Snowflake Integration

Using Fiddler on your ML data stored in Snowflake

In this article, we will be looking at loading data from Snowflake tables and using the data for the following tasks-

  1. Uploading baseline data to Fiddler
  2. Onboarding a model to Fiddler and creating a surrogate
  3. Publishing production data to Fiddler

Import data from Snowflake

In order to import data from Snowflake to Jupyter notebook, we will use the snowflake library, this can be installed using the following command in your Python environment.

pip install snowflake-connector-python

Once the library is installed, we would require the following to establish a connection to Snowflake

  • Snowflake Warehouse
  • Snowflake Role
  • Snowflake Account
  • Snowflake User
  • Snowflake Password

These can be obtained from your Snowflake account under the ‘Admin’ option in the Menu as shown below or by running the queries -

  • Warehouse - select CURRENT_WAREHOUSE()
  • Role - select CURRENT_ROLE()
  • Account - select CURRENT_ACCOUNT()

'User' and 'Password' are the same as one used for logging into your Snowflake account.

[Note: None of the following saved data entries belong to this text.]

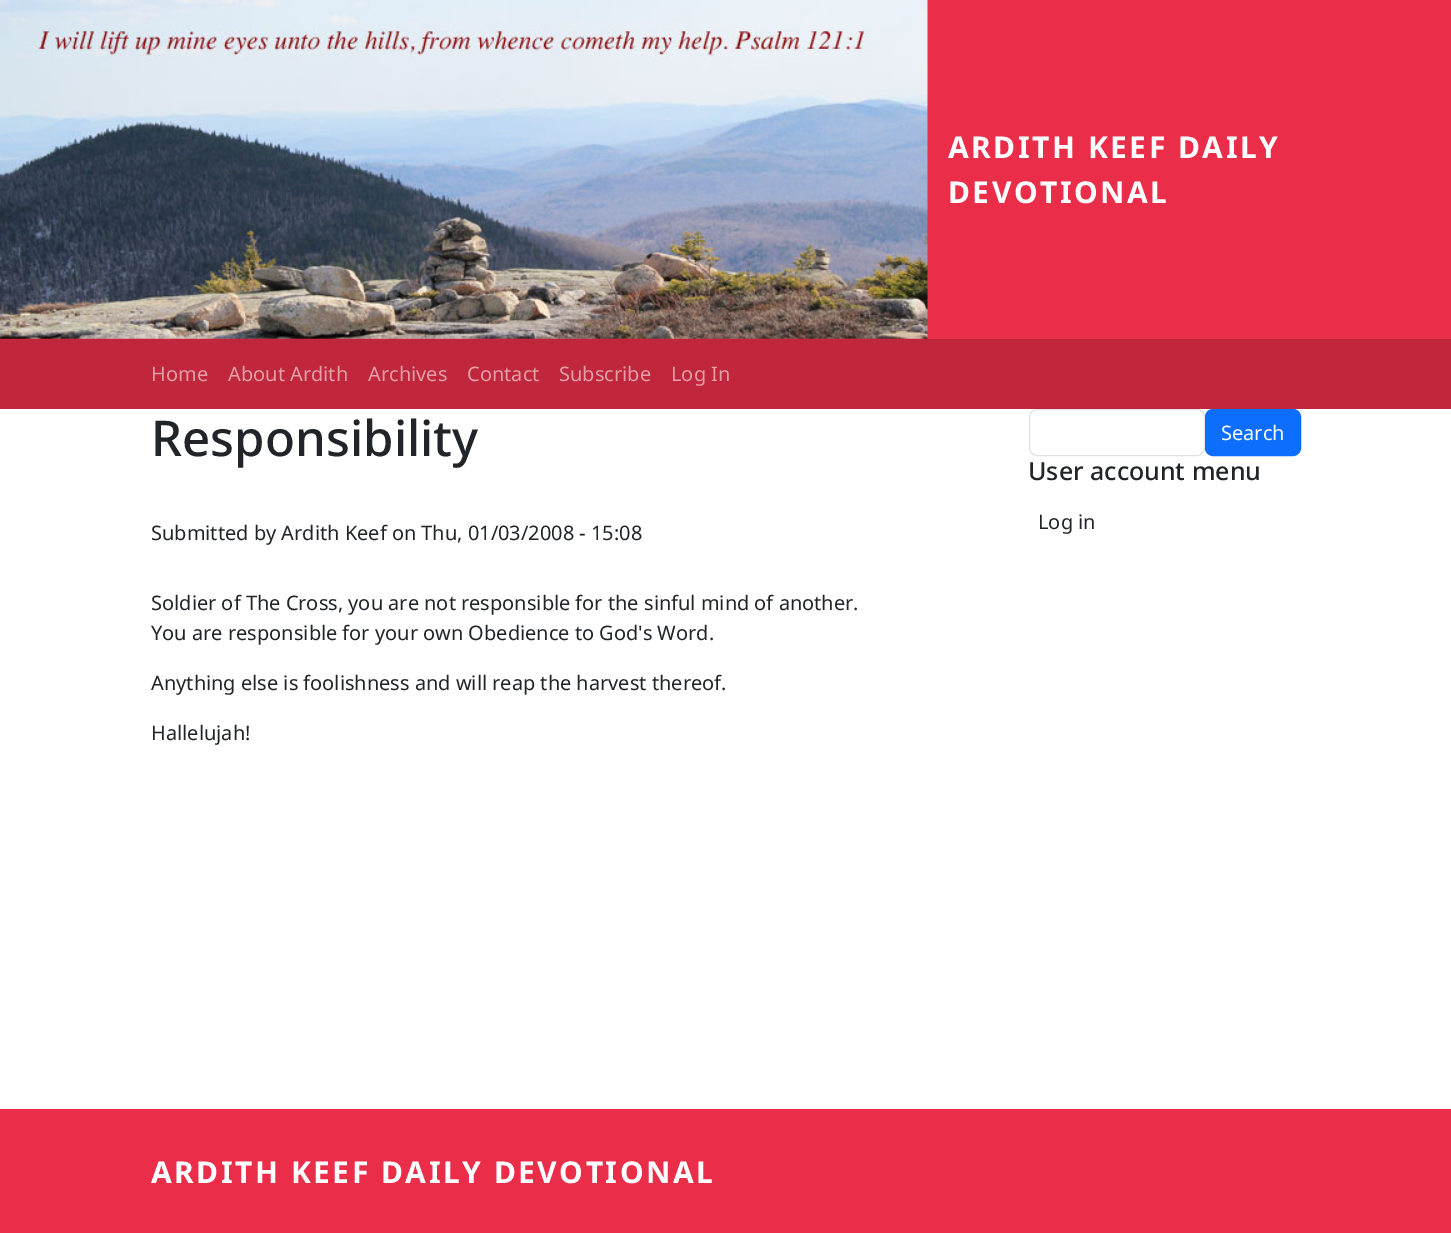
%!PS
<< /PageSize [1451 1233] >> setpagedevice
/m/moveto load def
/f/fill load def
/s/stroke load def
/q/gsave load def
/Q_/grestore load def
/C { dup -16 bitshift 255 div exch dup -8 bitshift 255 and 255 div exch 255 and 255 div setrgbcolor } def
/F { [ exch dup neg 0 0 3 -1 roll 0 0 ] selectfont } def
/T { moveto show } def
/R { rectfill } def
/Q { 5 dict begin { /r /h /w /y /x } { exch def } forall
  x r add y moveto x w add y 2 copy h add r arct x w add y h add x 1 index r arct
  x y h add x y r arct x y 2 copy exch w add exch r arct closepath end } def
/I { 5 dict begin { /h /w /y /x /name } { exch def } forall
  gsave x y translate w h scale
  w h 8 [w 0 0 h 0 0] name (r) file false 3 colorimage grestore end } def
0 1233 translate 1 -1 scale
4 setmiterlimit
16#FFFFFF C
0 0 1451 1233 R
16#EA2D49 C
0 0 1451 339 R
(1.rgb) 0 0 928 339 I
/NotoSans-Bold 30 F
16#FFFFFF C
948 158 m 2.5 0 (ARDITH KEEF DAILY) ashow
948 203 m 2.5 0 (DEVOTIONAL) ashow
16#C0273C C
0 339 1451 70 R
/NotoSans-Regular 20 F
16#E39EA7 C
(Home) 151 381 T
(About Ardith) 228 381 T
(Archives) 368 381 T
(Contact) 467 381 T
(Subscribe) 559 381 T
(Log In) 671 381 T
/NotoSans-Medium 49.25 F
16#212529 C
(Responsibility) 151 456 T
/NotoSans-Regular 20 F
(Submitted by Ardith Keef on Thu, 01/03/2008 - 15:08) 151 540 T
(Soldier of The Cross, you are not responsible for the sinful mind of another.) 151 610 T
(You are responsible for your own Obedience to God's Word.) 151 640 T
(Anything else is foolishness and will reap the harvest thereof.) 151 690 T
(Hallelujah!) 151 740 T
16#DEE2E6 C
1029.5 409.5 175 46 7.5 Q s
16#0D6EFD C
1205.5 409.5 95 46 7.5 Q q f Q_
s
16#FFFFFF C
(Search) 1221 440 T
/NotoSans-Medium 25 F
16#212529 C
(User account menu) 1028 480 T
/NotoSans-Regular 20 F
(Log in) 1038 529 T
16#EA2D49 C
0 1109 1451 124 R
/NotoSans-Bold 30 F
16#FFFFFF C
151 1183 m 2.5 0 (ARDITH KEEF DAILY DEVOTIONAL) ashow
showpage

Once you have this information, you can set up a Snowflake connector using the following code -

# establish Snowflake connection
connection = connector.connect(user=snowflake_username, 
                               password=snowflake_password, 
                               account=snowflake_account, 
                               role=snowflake_role, 
                               warehouse=snowflake_warehouse
                              )

You can then write a custom SQL query and import the data to a pandas dataframe.

# sample SQL query
sql_query = 'select * from FIDDLER.FIDDLER_SCHEMA.CHURN_BASELINE LIMIT 100'

# create cursor object
cursor = connection.cursor()

# execute SQL query inside Snowflake
cursor.execute(sql_query)

baseline_df = cursor.fetch_pandas_all()

Publish Production Events

In order to publish production events from Snowflake, we can load the data to a pandas dataframe and publish it to fiddler using client.publish_events_batch api.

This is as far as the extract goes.